■ Input for this task ■
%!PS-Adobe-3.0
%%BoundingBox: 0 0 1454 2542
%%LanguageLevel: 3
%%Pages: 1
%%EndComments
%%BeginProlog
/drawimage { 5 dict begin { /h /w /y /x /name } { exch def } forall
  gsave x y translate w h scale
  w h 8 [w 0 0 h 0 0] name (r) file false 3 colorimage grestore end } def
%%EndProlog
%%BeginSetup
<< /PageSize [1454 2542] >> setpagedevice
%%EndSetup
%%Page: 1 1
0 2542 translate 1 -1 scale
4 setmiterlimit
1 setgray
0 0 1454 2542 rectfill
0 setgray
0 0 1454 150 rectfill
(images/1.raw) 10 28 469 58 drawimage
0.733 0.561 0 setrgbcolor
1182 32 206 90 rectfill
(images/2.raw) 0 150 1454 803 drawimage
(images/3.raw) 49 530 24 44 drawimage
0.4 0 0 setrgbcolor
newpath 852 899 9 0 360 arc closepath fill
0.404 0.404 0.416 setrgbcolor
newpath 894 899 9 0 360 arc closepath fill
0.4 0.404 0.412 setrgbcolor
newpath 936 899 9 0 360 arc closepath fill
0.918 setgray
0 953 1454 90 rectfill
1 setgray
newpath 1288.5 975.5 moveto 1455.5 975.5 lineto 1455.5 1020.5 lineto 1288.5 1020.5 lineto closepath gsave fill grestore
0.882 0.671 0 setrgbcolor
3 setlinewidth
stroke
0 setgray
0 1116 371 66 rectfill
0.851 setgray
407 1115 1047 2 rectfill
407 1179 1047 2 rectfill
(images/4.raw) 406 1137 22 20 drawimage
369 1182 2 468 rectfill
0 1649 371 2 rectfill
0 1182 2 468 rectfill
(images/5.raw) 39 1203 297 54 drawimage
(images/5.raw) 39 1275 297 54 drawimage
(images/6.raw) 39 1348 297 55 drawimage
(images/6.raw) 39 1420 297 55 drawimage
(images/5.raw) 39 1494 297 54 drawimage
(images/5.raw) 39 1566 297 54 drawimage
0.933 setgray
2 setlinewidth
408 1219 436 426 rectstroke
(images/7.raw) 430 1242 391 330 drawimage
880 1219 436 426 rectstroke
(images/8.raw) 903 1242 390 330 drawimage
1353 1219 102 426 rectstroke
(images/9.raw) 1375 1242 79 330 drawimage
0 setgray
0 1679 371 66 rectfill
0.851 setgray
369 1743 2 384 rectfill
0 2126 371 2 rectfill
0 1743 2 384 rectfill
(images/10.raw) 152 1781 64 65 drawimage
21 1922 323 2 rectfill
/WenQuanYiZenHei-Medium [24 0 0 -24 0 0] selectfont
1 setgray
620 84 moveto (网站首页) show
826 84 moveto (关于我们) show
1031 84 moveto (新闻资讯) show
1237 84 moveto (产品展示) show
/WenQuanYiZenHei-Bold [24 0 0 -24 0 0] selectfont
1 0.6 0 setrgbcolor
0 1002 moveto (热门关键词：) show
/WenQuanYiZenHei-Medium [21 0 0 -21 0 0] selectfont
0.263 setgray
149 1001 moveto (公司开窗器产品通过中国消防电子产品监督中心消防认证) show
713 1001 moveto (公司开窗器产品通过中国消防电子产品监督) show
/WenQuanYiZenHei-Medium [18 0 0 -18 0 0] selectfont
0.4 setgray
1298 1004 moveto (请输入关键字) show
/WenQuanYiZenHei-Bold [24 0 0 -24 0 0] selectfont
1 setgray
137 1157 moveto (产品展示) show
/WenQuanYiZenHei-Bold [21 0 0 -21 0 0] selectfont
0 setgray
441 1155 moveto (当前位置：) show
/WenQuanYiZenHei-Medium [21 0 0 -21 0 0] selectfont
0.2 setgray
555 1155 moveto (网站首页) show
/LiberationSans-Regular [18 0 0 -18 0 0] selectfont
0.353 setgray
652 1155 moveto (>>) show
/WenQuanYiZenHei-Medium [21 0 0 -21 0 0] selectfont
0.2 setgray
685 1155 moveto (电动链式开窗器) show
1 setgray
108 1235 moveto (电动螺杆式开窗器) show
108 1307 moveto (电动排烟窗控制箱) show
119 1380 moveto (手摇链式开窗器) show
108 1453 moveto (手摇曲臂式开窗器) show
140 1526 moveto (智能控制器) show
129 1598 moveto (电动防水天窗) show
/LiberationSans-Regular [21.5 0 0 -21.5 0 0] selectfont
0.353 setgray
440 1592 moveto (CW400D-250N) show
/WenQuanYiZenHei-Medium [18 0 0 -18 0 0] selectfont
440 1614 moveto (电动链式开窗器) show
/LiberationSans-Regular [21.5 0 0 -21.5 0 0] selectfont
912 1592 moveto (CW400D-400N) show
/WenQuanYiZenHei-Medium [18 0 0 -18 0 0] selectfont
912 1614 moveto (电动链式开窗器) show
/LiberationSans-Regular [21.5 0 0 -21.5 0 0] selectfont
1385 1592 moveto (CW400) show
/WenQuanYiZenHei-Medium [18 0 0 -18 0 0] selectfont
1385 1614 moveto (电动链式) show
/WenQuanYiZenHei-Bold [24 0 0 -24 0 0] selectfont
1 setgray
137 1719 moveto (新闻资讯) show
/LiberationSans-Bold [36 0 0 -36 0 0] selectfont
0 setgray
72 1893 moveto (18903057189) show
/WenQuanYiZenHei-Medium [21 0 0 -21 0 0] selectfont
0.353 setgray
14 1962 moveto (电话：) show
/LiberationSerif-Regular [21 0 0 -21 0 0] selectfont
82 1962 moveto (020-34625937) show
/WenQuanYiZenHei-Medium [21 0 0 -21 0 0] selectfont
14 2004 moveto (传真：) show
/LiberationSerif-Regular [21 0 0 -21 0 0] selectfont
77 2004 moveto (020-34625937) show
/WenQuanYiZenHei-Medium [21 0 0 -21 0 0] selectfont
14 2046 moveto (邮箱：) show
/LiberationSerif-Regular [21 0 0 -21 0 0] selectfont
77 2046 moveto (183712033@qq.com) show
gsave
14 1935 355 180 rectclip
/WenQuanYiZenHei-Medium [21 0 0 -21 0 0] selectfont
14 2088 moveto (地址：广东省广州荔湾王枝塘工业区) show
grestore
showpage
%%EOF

■ Exercise ■
Only the lines that hold the word "closepath" are wanted; each should be pulled from the records.

■ Answer below ■
newpath 852 899 9 0 360 arc closepath fill
newpath 894 899 9 0 360 arc closepath fill
newpath 936 899 9 0 360 arc closepath fill
newpath 1288.5 975.5 moveto 1455.5 975.5 lineto 1455.5 1020.5 lineto 1288.5 1020.5 lineto closepath gsave fill grestore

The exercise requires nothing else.